The most obvious reason why this movie stands out is the cast, or rather what the actors bring to the table. Well, for starters – for all of you who thought Inglourious Basterds will be “a Brad Pitt movie”, you may find yourselves surprised. Even though Pitt pulls off an exuberant performance as the leader of the Basterds, the way his character is written (pretty straightforward and with less than expected on-screen time) makes it easy for others to steal the show, especially since the overall quality of acting is top notch and – due to episodic, fragmentary narration – there is no main character as defined by common standards. It’s worth mentioning the convincing performances of Mélanie Laurent (Shosanna Drayfus) and Diane Kruger (Bridget von Hammersmark), both of whom contribute to Tarantino’s pantheon of strong and independent female characters.
However, the one character impossible to forget is that played by relatively unknown Austrian actor Christoph Waltz.
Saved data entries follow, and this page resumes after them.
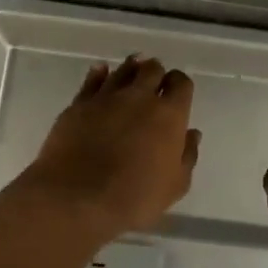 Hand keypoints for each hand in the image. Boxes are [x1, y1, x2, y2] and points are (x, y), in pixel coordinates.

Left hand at [13, 56, 200, 238]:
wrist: (76, 198)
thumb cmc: (134, 197)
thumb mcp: (175, 186)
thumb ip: (187, 156)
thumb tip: (191, 133)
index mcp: (169, 115)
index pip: (181, 84)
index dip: (180, 85)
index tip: (177, 93)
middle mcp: (139, 97)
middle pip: (151, 69)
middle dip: (156, 73)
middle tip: (154, 82)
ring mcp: (106, 98)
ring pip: (123, 70)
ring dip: (131, 69)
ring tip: (132, 70)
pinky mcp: (78, 104)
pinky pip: (92, 80)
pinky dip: (99, 73)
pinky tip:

His performance as Hans Landa, a Gestapo officer with a rather complex personality, is enough to leave one speechless. The most intriguing aspect of this character is the multitude of references and emotions he invokes. As a member of the Gestapo and an indomitable “Jew hunter”, he is both horrific and intimidating, but at the same time he mesmerises the audience with his aristocratic behaviour and superb intellect.
A similar kind of opposing duality can also be seen in the way most of the film’s scenes are constructed, as they tend to never focus on just one emotion. Many times I found myself amused by some subtle part of the scene, which was initially intended to be dramatic and full of suspense. The presence and clever use of such elements proves Tarantino’s perceptive knowledge of the subjects he deals with.
Indeed, I found Inglourious Basterds to be a very successful and refreshing war movie with surprisingly few war elements in it. Instead, it chooses to focus on intriguing characters and a gripping plot – all to reveal a new approach towards war cinema, replacing plot clichés and character simplicity with realistic motives and artistic quality. So, is it possible to turn back and stick to good old-fashioned war movies after what we saw in Inglourious Basterds? That, I find doubtful.